Stiamo parlando di un gioco pubblicato nel 2002, quindi di un prodotto d’annata, e proprio a ragione di questo ne parleremo con il dovuto rispetto, senza sezionarlo in ogni sua parte per trovare il difetto grafico che farà storcere il naso a chi, troppo giovane, è sempre stato abituato a comparti visivi al limite dello strabiliante, e senza approfondimenti troppo tecnici. Quello che voglio cercare di trasmettere sono le ragioni del perché una persona si dovrebbe rimettere ora, dodici anni dopo, in viaggio verso la poetica Syberia di Benoît Sokal, e rispondere alla semplice domanda che dovrebbe essere alla base di ogni recensione di retrogames, ovvero: cosa può darci ancora un gioco che ha visto la luce così tanti anni fa? Di un genere, quello dei “punta&clicca” che mentre in passato era apprezzato e offriva prodotti di grande rilievo (Monkey Island, Broken Sword, Gabriel Knight solo per citarne alcuni alla spicciolata), oggi sembra destinato all’oblio. Ma andiamo con ordine…

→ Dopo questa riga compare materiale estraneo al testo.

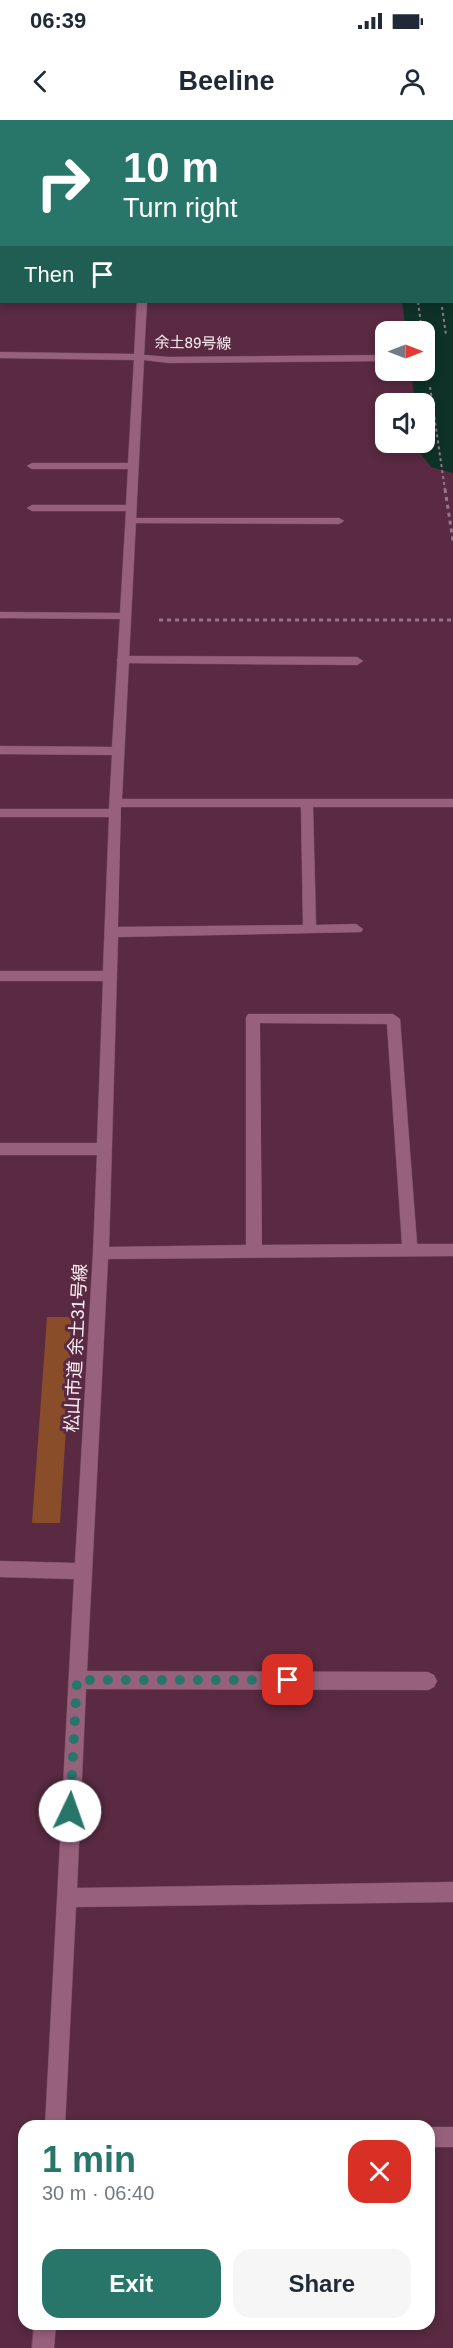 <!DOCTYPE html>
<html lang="en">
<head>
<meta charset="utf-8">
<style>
  :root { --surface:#fff; --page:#f6f6f7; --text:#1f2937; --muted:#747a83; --accent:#28766a }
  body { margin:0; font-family:Helvetica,"Noto Sans JP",sans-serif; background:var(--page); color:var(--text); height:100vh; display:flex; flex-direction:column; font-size:22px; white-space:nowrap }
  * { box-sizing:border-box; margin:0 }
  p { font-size:20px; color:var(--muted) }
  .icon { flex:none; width:33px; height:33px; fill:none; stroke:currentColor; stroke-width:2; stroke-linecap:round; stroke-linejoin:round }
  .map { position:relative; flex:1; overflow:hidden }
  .sheet { position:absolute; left:18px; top:2000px; width:417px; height:210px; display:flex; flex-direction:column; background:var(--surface); border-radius:18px; box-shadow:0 3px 9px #0003 }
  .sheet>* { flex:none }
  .hud { position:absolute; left:0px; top:0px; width:453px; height:183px; box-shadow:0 3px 9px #0003; background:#28766a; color:#fff; overflow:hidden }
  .needle { width:39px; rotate:90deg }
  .buttons { position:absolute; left:375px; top:201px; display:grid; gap:12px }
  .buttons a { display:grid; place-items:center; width:60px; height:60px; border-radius:12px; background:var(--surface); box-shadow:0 3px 9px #0003; font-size:30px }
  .pin { position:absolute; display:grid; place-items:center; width:51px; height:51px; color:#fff; margin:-26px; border-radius:12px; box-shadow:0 3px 9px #0006 }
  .me { position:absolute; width:66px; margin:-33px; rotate:3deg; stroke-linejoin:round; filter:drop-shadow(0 0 4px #0008) }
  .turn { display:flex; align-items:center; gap:21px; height:126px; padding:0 24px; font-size:27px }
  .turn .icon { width:78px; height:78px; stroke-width:2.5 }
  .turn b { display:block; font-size:42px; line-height:51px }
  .then { display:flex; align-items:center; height:57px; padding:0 24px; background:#0003; gap:12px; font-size:22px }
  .round { display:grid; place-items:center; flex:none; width:63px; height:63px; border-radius:18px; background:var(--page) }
  .overview { display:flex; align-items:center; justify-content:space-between; height:102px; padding:0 24px }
  h1 { font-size:36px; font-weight:800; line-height:45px; color:var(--accent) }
  .cta { display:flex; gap:12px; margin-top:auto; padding:12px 24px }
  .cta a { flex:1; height:69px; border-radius:18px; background:var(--accent); color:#fff; font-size:24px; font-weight:800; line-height:69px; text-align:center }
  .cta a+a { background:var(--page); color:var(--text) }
  .status { display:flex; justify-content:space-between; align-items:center; height:42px; padding:0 30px; background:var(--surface); direction:ltr }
  .status svg { height:16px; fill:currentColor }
  header { display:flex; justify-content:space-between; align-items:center; height:78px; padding:0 24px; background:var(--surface); font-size:27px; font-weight:800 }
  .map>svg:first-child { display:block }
  .green { fill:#894d29 }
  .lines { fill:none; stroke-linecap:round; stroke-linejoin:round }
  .river { fill:#0e3227; fill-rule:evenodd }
  .lane-casing { stroke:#734a5f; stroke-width:1 }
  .street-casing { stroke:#734a5f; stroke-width:1 }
  .path-far1 { stroke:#977687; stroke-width:2; stroke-dasharray:3 3; stroke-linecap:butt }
  .path { stroke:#977687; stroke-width:3; stroke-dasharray:4 4; stroke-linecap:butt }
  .lane { fill:#97617b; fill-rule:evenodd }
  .street { fill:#97617b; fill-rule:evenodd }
  .route { stroke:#28766a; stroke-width:10; stroke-dasharray:0 18 }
  .labels { text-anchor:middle; stroke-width:6; stroke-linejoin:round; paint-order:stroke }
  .far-street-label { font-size:15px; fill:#fdf1f6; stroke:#592a42 }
  .street-label { font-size:18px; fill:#fdf1f6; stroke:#592a42 }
</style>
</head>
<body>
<div class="status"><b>06:39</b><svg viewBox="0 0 49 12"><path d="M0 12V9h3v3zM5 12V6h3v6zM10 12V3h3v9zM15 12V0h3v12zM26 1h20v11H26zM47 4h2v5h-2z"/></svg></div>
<header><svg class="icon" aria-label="back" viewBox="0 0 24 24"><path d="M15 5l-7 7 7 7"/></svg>Beeline<svg class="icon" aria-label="person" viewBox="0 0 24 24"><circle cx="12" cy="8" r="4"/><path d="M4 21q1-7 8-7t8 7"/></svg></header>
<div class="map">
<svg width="453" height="2228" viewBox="0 0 453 2228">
  <rect width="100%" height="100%" fill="#592a42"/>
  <path class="green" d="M 47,1197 L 73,1197 L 60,1403 L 32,1403 Z"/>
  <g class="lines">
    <path class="river" d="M 268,0 L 319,0 L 320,2 L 269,2 Z
      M 452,170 L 453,172 L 453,353 L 431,347 L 421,334 L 420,322 L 424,322 L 424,284 L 415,284 L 411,250 L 424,250 L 424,212 L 406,212 L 402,182 L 452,182 Z"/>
    <defs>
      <path id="lane" d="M 131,398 L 339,398 L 344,401 L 339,404 L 127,403 L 127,399 Z
        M 123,536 L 357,537 L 363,541 L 357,545 L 119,543 L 117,540 Z"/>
      <path id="street" d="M 153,0 L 190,0 L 192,2 L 152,2 Z
        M 398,0 L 406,0 L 406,2 L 398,2 Z
        M 0,75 L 2,75 L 2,81 L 0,81 Z
        M 452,153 L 453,154 L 453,163 L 452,162 Z
        M 137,182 L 147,182 L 144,235 L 169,237 L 386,235 L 386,241 L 169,243 L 144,240 L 122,679 L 453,679 L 453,687 L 313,687 L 316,805 L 356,804 L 363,809 L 361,812 L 118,817 L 109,1127 L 246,1125 L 246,898 L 248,894 L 393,894 L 400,899 L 417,1124 L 453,1124 L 453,1136 L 108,1139 L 87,1551 L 428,1552 L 434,1555 L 437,1561 L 434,1567 L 428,1570 L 86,1569 L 77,1768 L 453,1762 L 453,1782 L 76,1787 L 65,2006 L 45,2006 L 74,1459 L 0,1457 L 0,1441 L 75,1443 L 93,1133 L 97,1035 L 0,1035 L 0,1023 L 97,1023 L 103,861 L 0,861 L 0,851 L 103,851 L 109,697 L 0,697 L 0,689 L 109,689 L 112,635 L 0,634 L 0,626 L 112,627 L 120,499 L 0,498 L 0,492 L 120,493 L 126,391 L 32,391 L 27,388 L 32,385 L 126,385 L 128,349 L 32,349 L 27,346 L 32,343 L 128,343 L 134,240 L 0,238 L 0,232 L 134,234 ZM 121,687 L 301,687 L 303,805 L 118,807 ZM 260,903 L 387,904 L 402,1124 L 262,1125 Z
        M 424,235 L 429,236 L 429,240 L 424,241 Z
        M 429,2007 L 453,2007 L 453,2027 L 429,2027 Z
        M 34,2204 L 56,2204 L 54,2228 L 32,2228 Z"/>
    </defs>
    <use href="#lane" class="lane-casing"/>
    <use href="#street" class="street-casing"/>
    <path class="path-far1" d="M 305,0 L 307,2
      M 418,182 L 422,211
      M 442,187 L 446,215
      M 430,267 L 445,370"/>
    <path class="path" d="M 445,369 L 453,421
      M 159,500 L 453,500"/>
    <use href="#lane" class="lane"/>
    <use href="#street" class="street"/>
  </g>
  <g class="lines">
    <path class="route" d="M 70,1691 L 77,1560 L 288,1560"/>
  </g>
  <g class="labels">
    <g class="far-street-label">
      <text transform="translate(193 223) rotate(1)" y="5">余土89号線</text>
    </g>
    <g class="street-label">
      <text transform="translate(76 1228) rotate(-87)" y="6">松山市道 余土31号線</text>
    </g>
  </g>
</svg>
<div class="buttons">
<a><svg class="needle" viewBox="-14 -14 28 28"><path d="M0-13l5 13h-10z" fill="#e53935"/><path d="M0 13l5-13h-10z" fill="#747a83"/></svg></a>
<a><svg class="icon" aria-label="sound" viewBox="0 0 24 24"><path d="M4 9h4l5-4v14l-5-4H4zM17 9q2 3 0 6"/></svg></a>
</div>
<div class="pin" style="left:288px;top:1560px;background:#d93025"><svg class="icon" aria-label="arrive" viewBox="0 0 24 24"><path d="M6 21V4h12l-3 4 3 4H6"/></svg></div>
<svg class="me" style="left:70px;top:1691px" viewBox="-20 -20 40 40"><circle r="19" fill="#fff"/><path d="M0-13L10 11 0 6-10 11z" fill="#28766a"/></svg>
<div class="hud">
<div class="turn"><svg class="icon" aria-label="right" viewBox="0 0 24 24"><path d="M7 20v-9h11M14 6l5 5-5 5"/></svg><div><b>10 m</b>Turn right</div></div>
<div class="then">Then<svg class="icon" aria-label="arrive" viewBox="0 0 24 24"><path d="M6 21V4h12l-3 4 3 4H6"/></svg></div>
</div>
<section class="sheet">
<div class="overview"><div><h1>1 min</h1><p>30 m · 06:40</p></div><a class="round" style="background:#d93025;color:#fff"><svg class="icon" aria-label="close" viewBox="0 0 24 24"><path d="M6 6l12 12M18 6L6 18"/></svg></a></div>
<div class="cta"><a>Exit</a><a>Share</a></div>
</section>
</div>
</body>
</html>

Ho parlato della Syberia di Benoît Sokal, e non magari della Microids (la software-house che ha prodotto il titolo in questione) perché prima di tutto Syberia è e resta un’opera d’arte. Forse il lavoro più bello del fumettista belga, Sokal appunto, in cui ogni sfondo, ogni piccolo particolare è talmente ricco di fascino da far scattare quella “sospensione dell’incredulità” che ci farà completamente dimenticare che il gioco ha troppi anni sulle spalle, pur vedendoli tutti nei pochi poligoni con cui sono realizzati i personaggi, o nelle loro movenze legnose e spesso ridicole. La nostra attenzione sarà, però, tutta assorbita nell’ ammirare gli splendidi scenari che Sokal ha disegnato per il gioco, talmente evocativi da essere sufficienti, da soli, ad assorbirci in un mondo onirico e allo stesso tempo convincente.

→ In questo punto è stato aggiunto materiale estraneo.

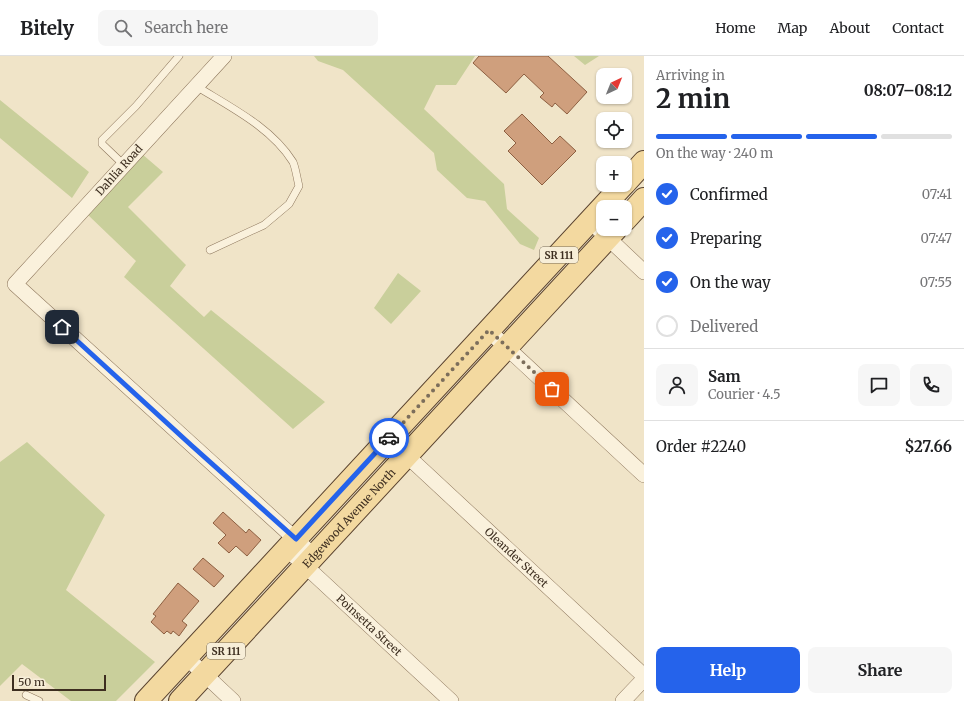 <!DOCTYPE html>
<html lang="en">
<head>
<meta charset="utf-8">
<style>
	body { margin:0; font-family:Merriweather,serif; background:#f6f6f6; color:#202124; height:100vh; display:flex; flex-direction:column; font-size:15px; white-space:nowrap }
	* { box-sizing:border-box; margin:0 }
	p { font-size:13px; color:#757577 }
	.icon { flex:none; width:22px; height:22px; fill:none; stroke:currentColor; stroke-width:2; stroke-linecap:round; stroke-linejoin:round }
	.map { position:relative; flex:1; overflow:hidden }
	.drawer { display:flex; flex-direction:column; background:#fff; width:320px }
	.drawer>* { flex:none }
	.needle { width:26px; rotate:43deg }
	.fabs { position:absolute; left:596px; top:12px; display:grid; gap:8px }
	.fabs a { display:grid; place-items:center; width:36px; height:36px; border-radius:8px; background:#fff; box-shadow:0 1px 3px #0004; font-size:20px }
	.scale { position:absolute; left:12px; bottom:10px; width:94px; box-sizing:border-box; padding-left:4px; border:2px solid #3d2e20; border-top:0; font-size:11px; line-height:14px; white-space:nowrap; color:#3d2e20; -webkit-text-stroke:3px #f7eed8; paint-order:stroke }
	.pin { position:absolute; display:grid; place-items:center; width:34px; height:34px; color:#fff; margin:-17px; border-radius:8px; box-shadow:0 2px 6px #0006 }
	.courier { position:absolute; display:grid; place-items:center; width:40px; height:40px; margin:-20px; border:3px solid #2563eb; border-radius:50%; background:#fff; color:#222; box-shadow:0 1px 5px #0007 }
	.overview em { font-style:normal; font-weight:700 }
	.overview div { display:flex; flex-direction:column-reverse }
	.overview { display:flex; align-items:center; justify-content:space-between; height:68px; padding:0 12px }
	h1 { font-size:26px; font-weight:700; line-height:30px }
	.bar { display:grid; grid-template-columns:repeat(4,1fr); gap:6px 4px; align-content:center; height:48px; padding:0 12px }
	.bar i { height:5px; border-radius:3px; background:#e0e0e0 }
	.bar .on { background:#2563eb }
	.bar p { grid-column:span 4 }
	.line { display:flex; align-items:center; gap:10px; padding:0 12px; border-top:1px solid #e0e0e0 }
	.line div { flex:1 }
	.round { display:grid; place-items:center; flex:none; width:42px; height:42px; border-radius:8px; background:#f6f6f6 }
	ol { padding:0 12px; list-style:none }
	li { display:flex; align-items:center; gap:12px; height:44px }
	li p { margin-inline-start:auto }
	li .icon { padding:4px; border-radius:50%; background:#2563eb; color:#fff; stroke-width:4 }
	li:last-child { color:#757577 }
	li i { width:22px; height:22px; border:2px solid #e0e0e0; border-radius:50% }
	.button { display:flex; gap:8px; margin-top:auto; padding:8px 12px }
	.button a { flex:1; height:46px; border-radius:8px; background:#2563eb; color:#fff; font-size:16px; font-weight:700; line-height:46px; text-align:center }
	.button a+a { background:#f6f6f6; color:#202124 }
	header { display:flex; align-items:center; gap:24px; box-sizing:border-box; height:56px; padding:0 20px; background:#fff; border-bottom:1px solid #e0e0e0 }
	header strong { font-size:19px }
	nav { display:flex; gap:22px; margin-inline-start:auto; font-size:14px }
	.search { width:280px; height:36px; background:#f6f6f6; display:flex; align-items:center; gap:10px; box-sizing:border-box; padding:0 14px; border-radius:8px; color:#757577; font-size:15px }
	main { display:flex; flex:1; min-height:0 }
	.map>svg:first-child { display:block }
</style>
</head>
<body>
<header>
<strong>Bitely</strong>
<div class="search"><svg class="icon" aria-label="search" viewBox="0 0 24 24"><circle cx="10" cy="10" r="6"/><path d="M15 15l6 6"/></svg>Search here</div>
<nav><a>Home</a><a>Map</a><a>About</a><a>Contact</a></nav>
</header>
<main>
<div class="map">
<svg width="644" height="645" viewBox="0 0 644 645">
	<rect width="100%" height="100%" fill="#f0e4c8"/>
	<path fill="#c9cf9b" d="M314 0H475L456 29H436L424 53 504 128 507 153 539 182 534 194 520 188 485 145 467 142 437 114 434 97 343 14 318 5Z
		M574 0H599L585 9Z
		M0 44 89 116 72 142 0 82Z
		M142 98 163 116 128 151 186 209 170 230 204 261 211 254 325 346 293 373 124 221 136 205 87 158Z
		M398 217 421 235 391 268 374 252Z
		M27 386 105 459 66 534 155 606 116 645H71L22 608 0 630V406Z"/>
	<path fill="#cf9f7d" stroke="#8d5f41" d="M479 0H548L587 36 567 58 555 47 552 51 540 41 544 37 524 18 506 37 473 7Z
		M522 58 552 88 560 80 576 95 542 129 508 95 516 87 504 75Z
		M223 456 246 477 249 473 261 484 247 500 236 490 229 497 218 487 226 479 213 467Z
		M203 502 224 520 214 531 193 513Z
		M178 527 199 545 182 565 187 569 179 580 173 575 171 578 167 575 164 578 151 566 156 560 153 558Z"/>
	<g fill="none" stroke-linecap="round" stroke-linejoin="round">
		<g stroke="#8d765c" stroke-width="8">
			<path id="service" d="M196 30C230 51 271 71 293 106 296 113 297 123 299 130L289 148 264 169 210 194
				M124 109 102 88V84L136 50 179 0
				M26 639 39 645"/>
		</g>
		<g stroke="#8d765c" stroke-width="16">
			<g id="minor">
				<path d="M224 0 15 228 314 500"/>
				<path d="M590 165 644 216"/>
				<path d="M489 275 644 419"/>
				<path id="s1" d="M389 383 644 620"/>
				<path id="s2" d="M287 493 451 645"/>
				<path d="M186 601 233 645"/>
				<path d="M623 645 644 623"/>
			</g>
		</g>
		<g stroke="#5b4430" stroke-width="24">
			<g id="primary">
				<path d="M625 127 644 106"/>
				<path d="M625 164 644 143"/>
				<path d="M146 645 623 129"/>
				<path id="s3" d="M180 645 616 173"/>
			</g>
		</g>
		<use href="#service" stroke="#faf1dc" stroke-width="7"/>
		<use href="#minor" stroke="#faf1dc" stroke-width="15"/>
		<use href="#primary" stroke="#f3d9a0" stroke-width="22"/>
	</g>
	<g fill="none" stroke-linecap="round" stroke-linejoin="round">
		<path stroke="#7c6e5b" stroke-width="4" stroke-dasharray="0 7.2" d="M389 382 489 274 552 333"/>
		<path stroke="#2563eb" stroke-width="5" d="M62 271 191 389 296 483 389 382"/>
	</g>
	<g text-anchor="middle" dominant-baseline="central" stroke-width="3" stroke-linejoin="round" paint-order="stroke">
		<g fill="#f7eed8" stroke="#756857" stroke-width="1">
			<rect x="540" y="191" width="38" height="16" rx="3"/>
			<rect x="207" y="587" width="38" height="16" rx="3"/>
		</g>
		<g font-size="10" font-weight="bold" fill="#3d2e20">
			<text x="559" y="199">SR 111</text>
			<text x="226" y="595">SR 111</text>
		</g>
		<g font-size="11" fill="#3d2e20" stroke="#f7eed8">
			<text transform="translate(119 114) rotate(-48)">Dahlia Road</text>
			<text stroke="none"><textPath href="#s3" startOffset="249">Edgewood Avenue North</textPath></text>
			<text stroke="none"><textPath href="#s1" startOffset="174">Oleander Street</textPath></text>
			<text stroke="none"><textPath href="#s2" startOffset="112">Poinsetta Street</textPath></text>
		</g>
	</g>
</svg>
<div class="fabs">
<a><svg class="needle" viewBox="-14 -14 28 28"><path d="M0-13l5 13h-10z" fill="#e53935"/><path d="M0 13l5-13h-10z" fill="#757577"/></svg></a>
<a><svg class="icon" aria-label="locate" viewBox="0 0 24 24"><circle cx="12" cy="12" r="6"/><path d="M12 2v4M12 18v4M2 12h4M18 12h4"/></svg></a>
<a>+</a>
<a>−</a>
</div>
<div class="scale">50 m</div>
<div class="pin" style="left:552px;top:333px;background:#ea580c"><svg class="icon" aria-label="bag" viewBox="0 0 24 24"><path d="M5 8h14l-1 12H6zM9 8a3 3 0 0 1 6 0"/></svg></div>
<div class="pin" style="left:62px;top:271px;background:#1f2937"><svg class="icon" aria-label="home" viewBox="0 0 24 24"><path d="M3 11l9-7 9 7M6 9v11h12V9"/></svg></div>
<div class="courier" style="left:389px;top:382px"><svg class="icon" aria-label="car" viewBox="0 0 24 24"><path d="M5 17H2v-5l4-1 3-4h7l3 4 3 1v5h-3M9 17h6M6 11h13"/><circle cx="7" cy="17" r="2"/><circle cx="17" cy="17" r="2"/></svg></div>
</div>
<section class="drawer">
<div class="overview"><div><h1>2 min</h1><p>Arriving in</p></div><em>08:07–08:12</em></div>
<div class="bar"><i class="on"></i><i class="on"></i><i class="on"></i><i></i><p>On the way · 240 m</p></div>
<ol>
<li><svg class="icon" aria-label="check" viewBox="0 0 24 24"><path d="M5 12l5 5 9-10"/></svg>Confirmed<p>07:41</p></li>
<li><svg class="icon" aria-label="check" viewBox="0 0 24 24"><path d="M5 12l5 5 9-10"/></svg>Preparing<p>07:47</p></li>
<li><svg class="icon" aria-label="check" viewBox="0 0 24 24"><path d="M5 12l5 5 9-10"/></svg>On the way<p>07:55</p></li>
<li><i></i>Delivered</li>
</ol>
<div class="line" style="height:72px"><a class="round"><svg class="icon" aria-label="person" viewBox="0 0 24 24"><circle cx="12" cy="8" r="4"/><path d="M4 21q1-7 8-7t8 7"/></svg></a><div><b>Sam</b><p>Courier · 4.5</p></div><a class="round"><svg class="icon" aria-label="chat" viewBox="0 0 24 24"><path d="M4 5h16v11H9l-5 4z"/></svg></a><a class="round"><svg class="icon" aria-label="phone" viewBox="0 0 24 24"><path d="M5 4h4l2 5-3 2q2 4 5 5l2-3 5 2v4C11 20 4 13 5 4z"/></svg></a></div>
<div class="line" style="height:52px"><div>Order #2240</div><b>$27.66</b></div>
<div class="button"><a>Help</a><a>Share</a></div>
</section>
</main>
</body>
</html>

La storia parte nel paesino inventato di Valadilène, tra le Alpi francesi, dove si è recata la protagonista dell’avventura, di cui vestiremo sempre i panni, Kate Walker, giovane e promettente avvocatessa di New York giunta nel vecchio continente per concludere, per conto del suo studio, l’acquisizione della fabbrica della famiglia Voralberg, produttrice di automi ad orologeria di grande qualità. Non c’è da stupirsi insomma che sia fallita. Ma quella che doveva essere una rapida trattativa si rivelerà un’avventura che cambierà profondamente Kate, la quale, come dice il suo stesso cognome, dovrà camminare molto, fino a raggiungere i luoghi più sperduti della Siberia alla ricerca dell’ultimo discendente dei Voralberg, Hans, geniale inventore ossessionato dalla preistorica figura dei mammut, inizialmente con l’intenzione di fargli firmare il contratto di cessione dell’attività di famiglia, per poi dimenticare completamente il suo lavoro, e con esso la sua vecchia vita.
È proprio questo cambiamento in Kate a renderla un personaggio profondo, credibile, a cui ci affezioneremo, fino ad arrivare a provare i suoi stessi sentimenti, anche in situazioni della sua vita privata, come il rapporto con il fidanzato Dan, suo collega a New York. Sono davvero pochi i videogiochi a vantare una simile cura psicologica dei propri personaggi, tanto che potremmo accostare Syberia ad uno splendido romanzo. Un romanzo steampunk, per l’esattezza.
Proprio così, steampunk, un ulteriore elemento che ci avverte dell’unicità di questa avventura grafica. Il mondo videoludico ha dato scarsissima attenzione a questo tipo di ambientazione, preferendo scenari più futuristici o, nel caso del fantasy, medievaleggianti. Ultimamente pare che ci sia stata un leggero cambiamento di rotta, grazie a giochi recenti come Dishonored, ma prima di Syberia mi vengono in mente solo Arcanum: of Steamworks and Magick Obscura e la serie di Thief che sfruttino i canoni di questo particolarissimo genere. In ogni caso, con Syberia ci troviamo di fronte a qualcosa di diverso, di più poetico e romantico. Gli automi che popolano il suo mondo, nati dalla mente spezzata ma al tempo stesso geniale di Hans Voralberg, sembrano malinconici simulacri che vivono il dolore della loro condizione. Da questo punto di vista Oscar, l’automa che ricostruiremo e che guiderà il treno a molla con cui viaggeremo (sì, ho detto treno a molla, in pieno stile steampunk!) rappresenta uno dei personaggi più riusciti dell’intera storia. Un po’ C-3PO, con momenti di leggerezza assolutamente godibili, un po’ aristocratico macchinista inglese di fine Ottocento, Oscar ci farà provare una vasta gamma di emozioni, facendoci riflettere più di una volta e, almeno in un caso, riuscendo a commuoverci come mai avremmo creduto di fare per una macchina.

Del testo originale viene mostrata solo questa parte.